Putting it all together, LendingTree is a high-margin, asset-light financial marketplace with a strong brand and clear technological ambitions, but a mixed financial track record and a thinner balance sheet than in the past. The business model is structurally attractive: it connects consumers and lenders without taking credit risk on its own balance sheet, and it has meaningful network effects and diversification across product types.

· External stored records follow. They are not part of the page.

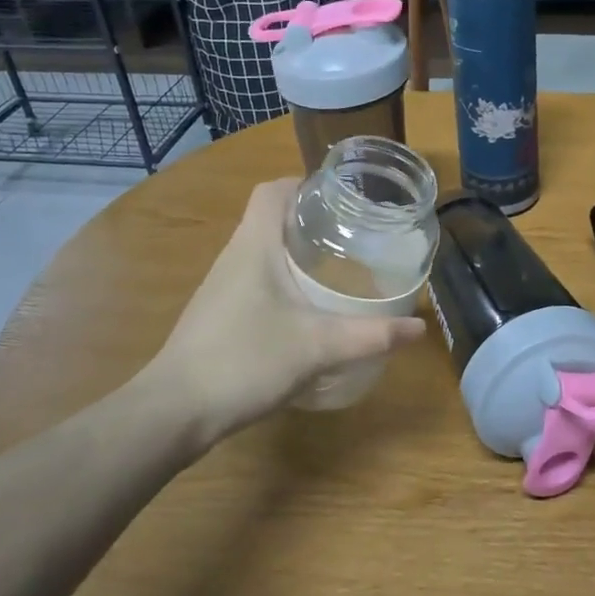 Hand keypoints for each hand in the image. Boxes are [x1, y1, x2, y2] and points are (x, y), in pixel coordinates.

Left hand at [148, 178, 425, 443]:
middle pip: (271, 217)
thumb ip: (370, 336)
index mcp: (254, 245)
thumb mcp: (317, 347)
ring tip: (338, 266)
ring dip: (297, 251)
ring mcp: (222, 286)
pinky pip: (255, 279)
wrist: (175, 410)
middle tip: (353, 234)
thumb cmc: (244, 360)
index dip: (304, 184)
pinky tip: (308, 307)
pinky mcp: (219, 313)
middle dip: (311, 220)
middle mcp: (234, 256)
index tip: (341, 199)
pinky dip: (283, 280)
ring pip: (263, 250)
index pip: (272, 191)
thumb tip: (419, 327) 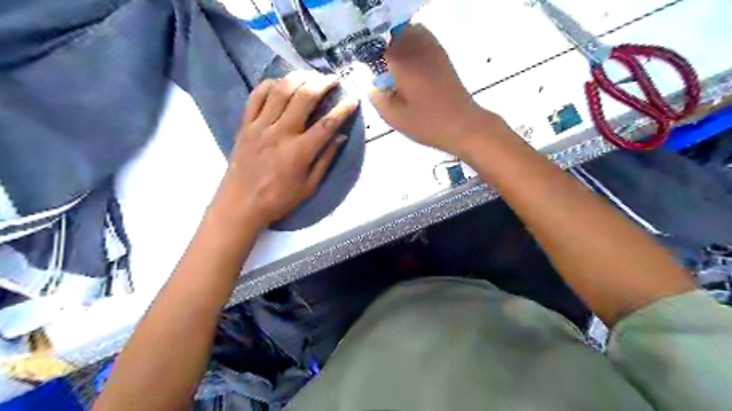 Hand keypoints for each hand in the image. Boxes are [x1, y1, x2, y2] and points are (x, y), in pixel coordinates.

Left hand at [213, 70, 359, 229]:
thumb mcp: (309, 187)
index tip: (353, 99)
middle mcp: (281, 133)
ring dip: (298, 77)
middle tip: (332, 79)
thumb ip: (325, 160)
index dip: (343, 109)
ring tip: (309, 75)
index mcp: (300, 151)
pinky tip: (280, 83)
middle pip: (304, 97)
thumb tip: (340, 137)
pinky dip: (269, 84)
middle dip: (322, 83)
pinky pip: (256, 96)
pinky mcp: (246, 125)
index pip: (327, 124)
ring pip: (280, 90)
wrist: (240, 204)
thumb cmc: (279, 199)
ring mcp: (261, 126)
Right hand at [370, 23, 507, 155]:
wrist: (462, 124)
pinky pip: (423, 37)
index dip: (367, 56)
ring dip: (398, 43)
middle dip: (382, 47)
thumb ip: (376, 97)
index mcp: (401, 60)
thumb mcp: (393, 117)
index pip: (375, 45)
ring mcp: (432, 48)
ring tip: (394, 66)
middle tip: (379, 70)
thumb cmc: (427, 123)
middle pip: (391, 33)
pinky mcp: (442, 55)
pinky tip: (411, 64)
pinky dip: (413, 43)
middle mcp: (416, 46)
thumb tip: (371, 83)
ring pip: (408, 31)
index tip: (366, 71) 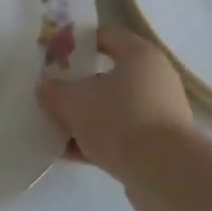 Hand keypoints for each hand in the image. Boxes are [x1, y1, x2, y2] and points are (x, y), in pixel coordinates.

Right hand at [37, 25, 195, 182]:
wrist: (165, 174)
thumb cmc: (120, 119)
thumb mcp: (74, 100)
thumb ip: (54, 91)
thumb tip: (46, 89)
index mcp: (140, 55)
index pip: (106, 36)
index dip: (78, 42)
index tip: (55, 54)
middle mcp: (154, 79)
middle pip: (108, 76)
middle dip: (78, 86)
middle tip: (52, 93)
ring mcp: (159, 114)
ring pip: (113, 109)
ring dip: (85, 118)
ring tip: (55, 128)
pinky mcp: (158, 146)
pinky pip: (120, 136)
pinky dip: (97, 142)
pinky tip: (69, 153) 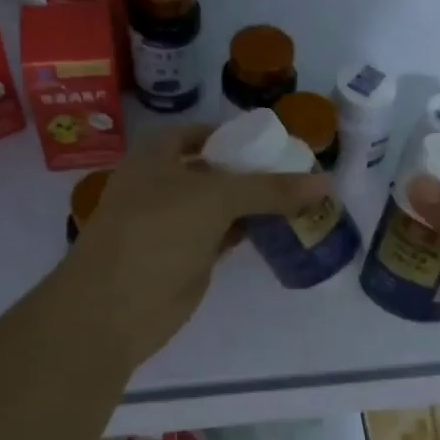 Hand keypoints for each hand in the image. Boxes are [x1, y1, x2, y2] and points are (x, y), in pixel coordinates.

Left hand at [62, 126, 329, 368]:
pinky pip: (225, 235)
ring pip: (222, 205)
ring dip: (255, 203)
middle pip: (216, 169)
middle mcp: (163, 183)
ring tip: (300, 197)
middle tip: (299, 170)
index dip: (237, 135)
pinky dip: (250, 230)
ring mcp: (174, 223)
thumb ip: (270, 189)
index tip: (276, 142)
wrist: (115, 306)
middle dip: (253, 170)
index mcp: (157, 155)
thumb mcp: (216, 198)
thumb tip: (324, 183)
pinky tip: (280, 228)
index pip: (203, 133)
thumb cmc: (156, 232)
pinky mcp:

However, earnings have been volatile and often negative, reflecting sensitivity to interest rates, housing and credit cycles, and lenders’ marketing budgets. Cash flow has generally been better than headline profits, helping to support operations and ongoing investment in technology. Still, the combination of meaningful debt and reduced equity means the financial cushion is not especially large. Future performance will likely hinge on three areas: the macro environment for borrowing, the success of the AI-driven and app-based strategy in deepening consumer engagement, and disciplined financial management to rebuild balance sheet strength. The setup offers both opportunity—if execution and the cycle cooperate—and risk, if conditions worsen or growth investments fail to translate into durable, profitable scale.